AnyEdit

Introduction

Instruction-based image editing aims to modify specific image elements with natural language instructions. However, current models in this domain often struggle to accurately execute complex user instructions, as they are trained on low-quality data with limited editing types. We present AnyEdit, a comprehensive multi-modal instruction editing dataset, comprising 2.5 million high-quality editing pairs spanning over 20 editing types and five domains.

We ensure the diversity and quality of the AnyEdit collection through three aspects: initial data diversity, adaptive editing process, and automated selection of editing results.

Using the dataset, we further train a novel AnyEdit Stable Diffusion with task-aware routing and learnable task embedding for unified image editing. Comprehensive experiments on three benchmark datasets show that AnyEdit consistently boosts the performance of diffusion-based editing models.

This presents prospects for developing instruction-driven image editing models that support human creativity.

Overview

(a) Local Editing which focuses on region-based editing (green area);
(b) Global Editing which focuses on the full range of image rendering (yellow area);
(c) Camera Move Editing which focuses on viewpoints changing instead of scenes (gray area);
(d) Implicit Editing which requires commonsense knowledge to complete complex editing (orange area);
(e) Visual Editing which encompasses additional visual inputs, addressing the requirements for multi-modal editing (blue area).

Examples of AnyEdit at scale.

In AnyEdit, we combine five distinct groups of data, covering 25 editing types, which will be released to help the community.
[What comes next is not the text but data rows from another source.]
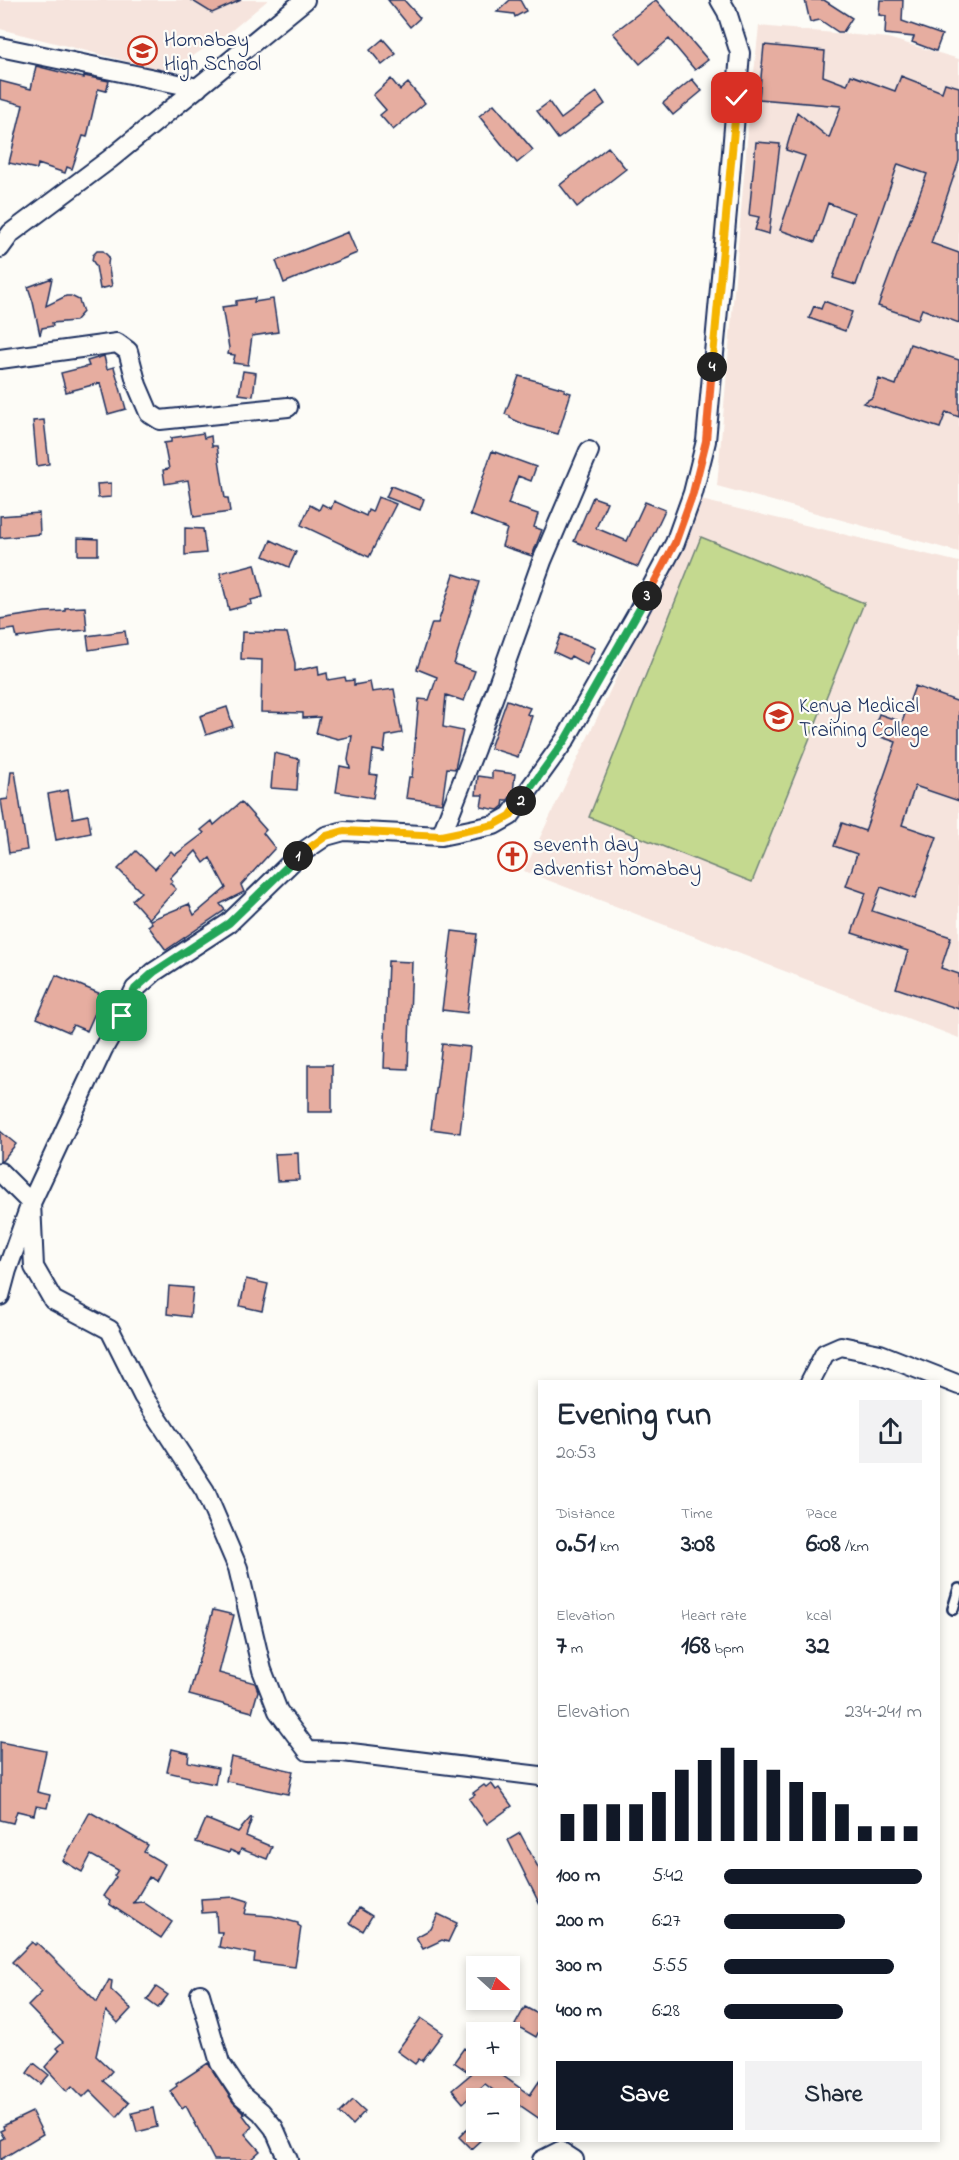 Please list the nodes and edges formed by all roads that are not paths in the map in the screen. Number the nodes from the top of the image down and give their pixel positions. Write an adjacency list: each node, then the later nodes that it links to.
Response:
1 (305, 0): 4 (street)
2 (720, 0): 9 (street)
3 (0, 47): 4 (street)
4 (198, 88): 5 (street)
5 (0, 248)
6 (0, 358): 7 (street)
7 (288, 407)
8 (589, 451): 9 (street)
9 (441, 836): 11 (street)
10 (0, 1172): 11 (street)
11 (31, 1203): 12 (street); 17 (street)
12 (0, 1296)
13 (811, 1380): 14 (street)
14 (959, 1385)
15 (959, 1589): 16 (lane)
16 (953, 1609)
17 (538, 1776)
18 (200, 1994): 20 (street)
19 (564, 2153): 21 (street)
20 (288, 2160)
21 (542, 2160) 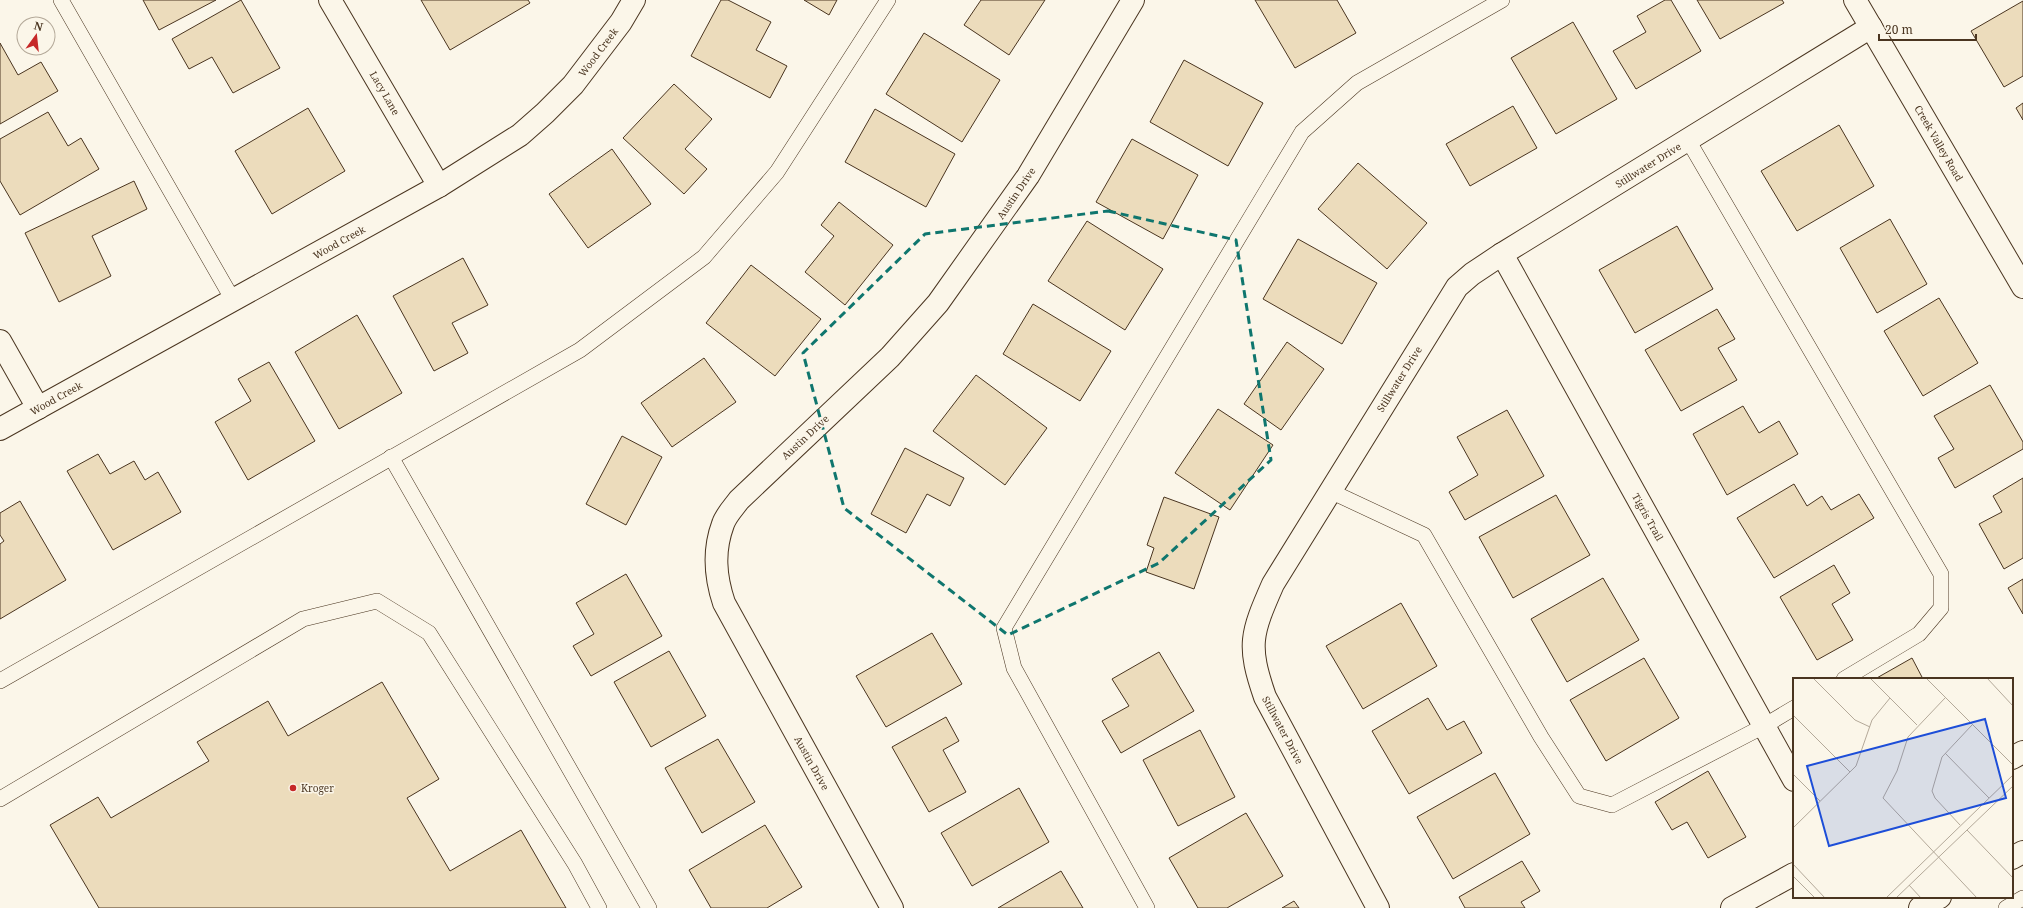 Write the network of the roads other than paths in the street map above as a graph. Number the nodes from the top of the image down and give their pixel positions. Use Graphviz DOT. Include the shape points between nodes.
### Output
graph roads {
  1 [pos="61,0"];
  2 [pos="330,0"];
  3 [pos="634,0"];
  4 [pos="888,0"];
  5 [pos="1133,0"];
  6 [pos="1502,0"];
  7 [pos="1855,0"];
  8 [pos="1871,27"];
  9 [pos="1688,140"];
  10 [pos="439,186"];
  11 [pos="1502,254"];
  12 [pos="2023,286"];
  13 [pos="233,300"];
  14 [pos="0,341"];
  15 [pos="38,408"];
  16 [pos="0,429"];
  17 [pos="391,457"];
  18 [pos="1330,491"];
  19 [pos="1846,678"];
  20 [pos="0,680"];
  21 [pos="1793,709"];
  22 [pos="1764,726"];
  23 [pos="2023,752"];
  24 [pos="2013,757"];
  25 [pos="1793,778"];
  26 [pos="0,799"];
  27 [pos="2023,852"];
  28 [pos="2013,857"];
  29 [pos="1793,875"];
  30 [pos="1938,898"];
  31 [pos="2023,898"];
  32 [pos="599,908"];
  33 [pos="649,908"];
  34 [pos="892,908"];
  35 [pos="1147,908"];
  36 [pos="1378,908"];
  37 [pos="1732,908"];
  38 [pos="1920,908"];
  39 [pos="2006,908"];
  1 -- 13 [label="lane"];
  2 -- 10 [label="street, Lacy Lane"];
  3 -- 10 [label="street, Wood Creek" via="621,22 573,85 545,113 520,135"];
  4 -- 17 [label="lane" via="777,172 704,257 580,350"];
  5 -- 34 [label="street, Austin Drive" via="1028,176 938,303 890,357 739,500 724,523 716,550 717,581 724,603"];
  6 -- 35 [label="lane" via="1357,83 1302,132 1004,628 1014,668"];
  7 -- 8 [label="street, Creek Valley Road"];
  8 -- 9 [label="street, Stillwater Drive"];
  8 -- 12 [label="street, Creek Valley Road"];
  9 -- 11 [label="street, Stillwater Drive"];
  9 -- 19 [label="lane" via="1941,574 1941,608 1919,634"];
  10 -- 13 [label="street, Wood Creek"];
  11 -- 18 [label="street, Stillwater Drive" via="1457,287"];
  11 -- 22 [label="street, Tigris Trail"];
  13 -- 15 [label="street, Wood Creek"];
  14 -- 15 [label="street"];
  15 -- 16 [label="street, Wood Creek"];
  17 -- 20 [label="lane"];
  17 -- 33 [label="lane"];
  18 -- 22 [label="lane" via="1424,535 1541,737 1579,796 1612,805"];
  18 -- 36 [label="street, Stillwater Drive" via="1273,584 1257,619 1252,645 1255,668 1265,697"];
  21 -- 22 [label="lane"];
  22 -- 25 [label="street, Tigris Trail"];
  23 -- 24 [label="street"];
  26 -- 32 [label="lane" via="303,619 377,602 429,633 575,864"];
  27 -- 28 [label="street"];
  29 -- 37 [label="street"];
  30 -- 38 [label="street"];
  31 -- 39 [label="lane"];
} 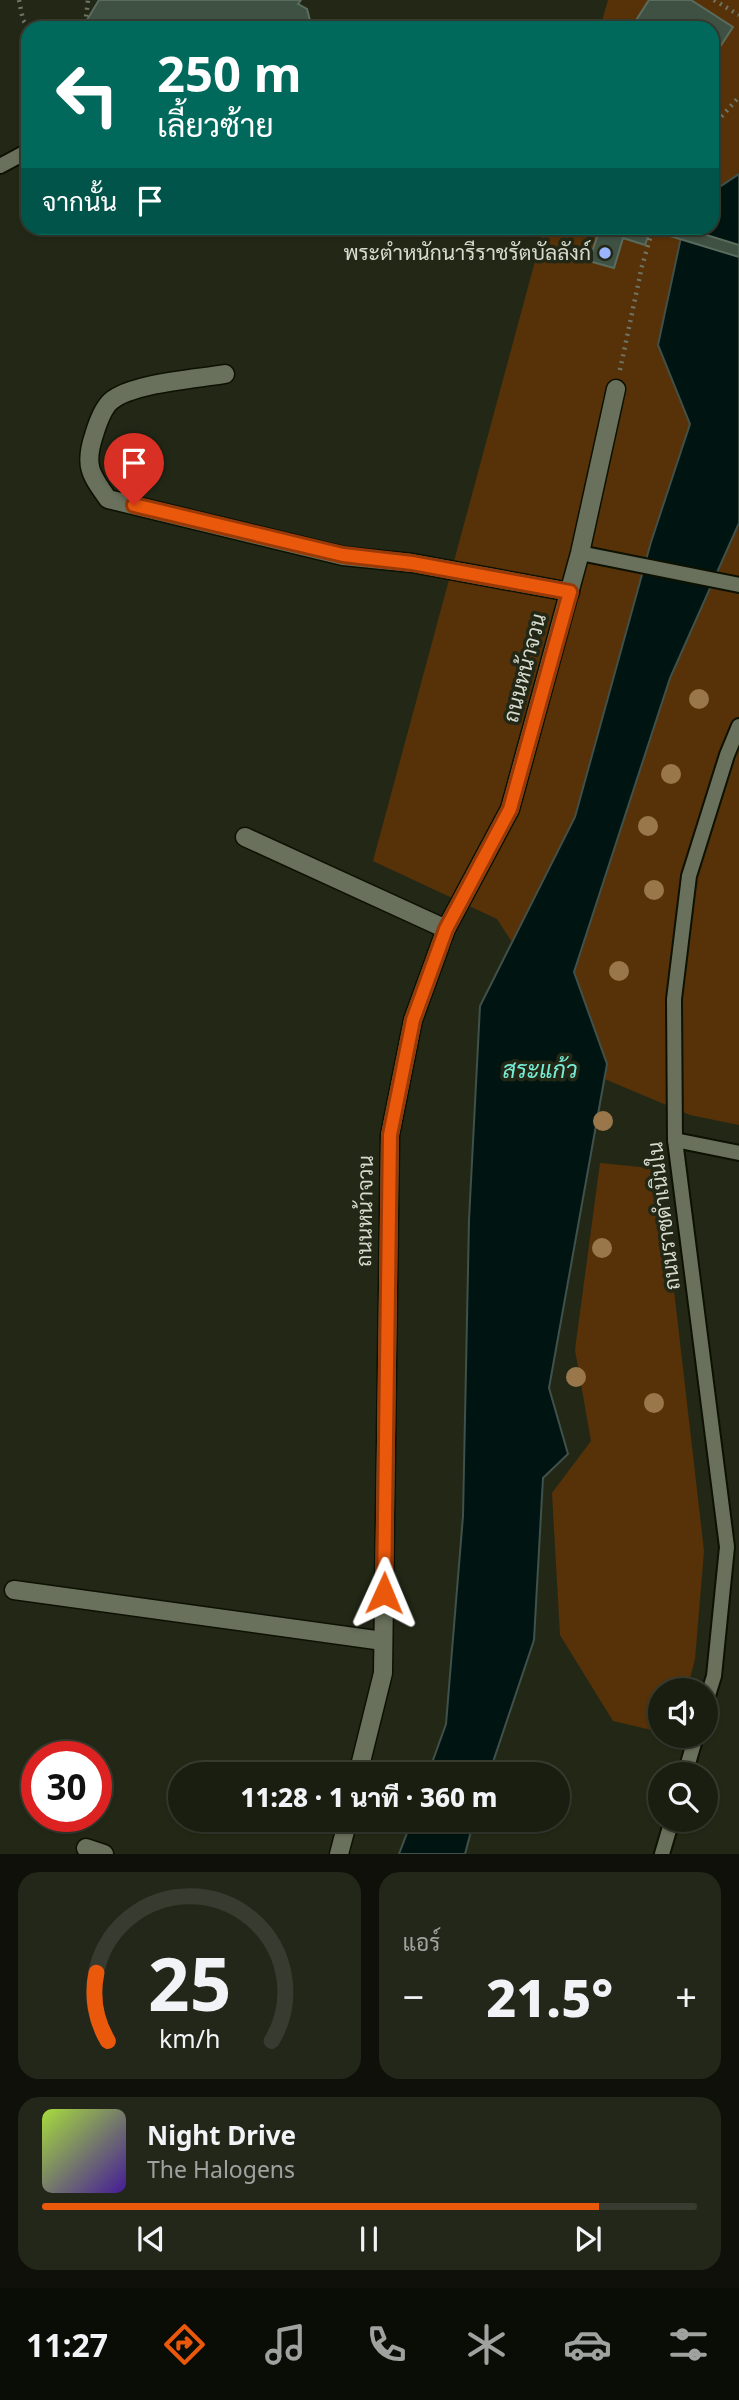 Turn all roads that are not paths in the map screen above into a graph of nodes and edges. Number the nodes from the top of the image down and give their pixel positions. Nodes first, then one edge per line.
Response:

It is worth noting that AnyEdit is the only dataset that considers the data bias and introduces counterfactual synthetic scenes to balance the distribution of the dataset.

Comparison of existing image editing datasets. “Real Image” means the original images are from real world, “Synthetic Image” means they are from T2I models, “Synthetic Scene” indicates both images and captions are generated to address the inherent data bias.

Subsequently, we invoke off-the-shelf T2I models to produce the initial images. In this manner, we enrich the original dataset by incorporating rare concept combinations, resulting in ∼700K high-quality and diverse image-caption pairs for the AnyEdit dataset collection.

Data preparation details for AnyEdit dataset collection.

Pipeline

We summarize the general pipeline into five steps:
(1) General data preparation from real-world image-text pairs and synthetic scenes.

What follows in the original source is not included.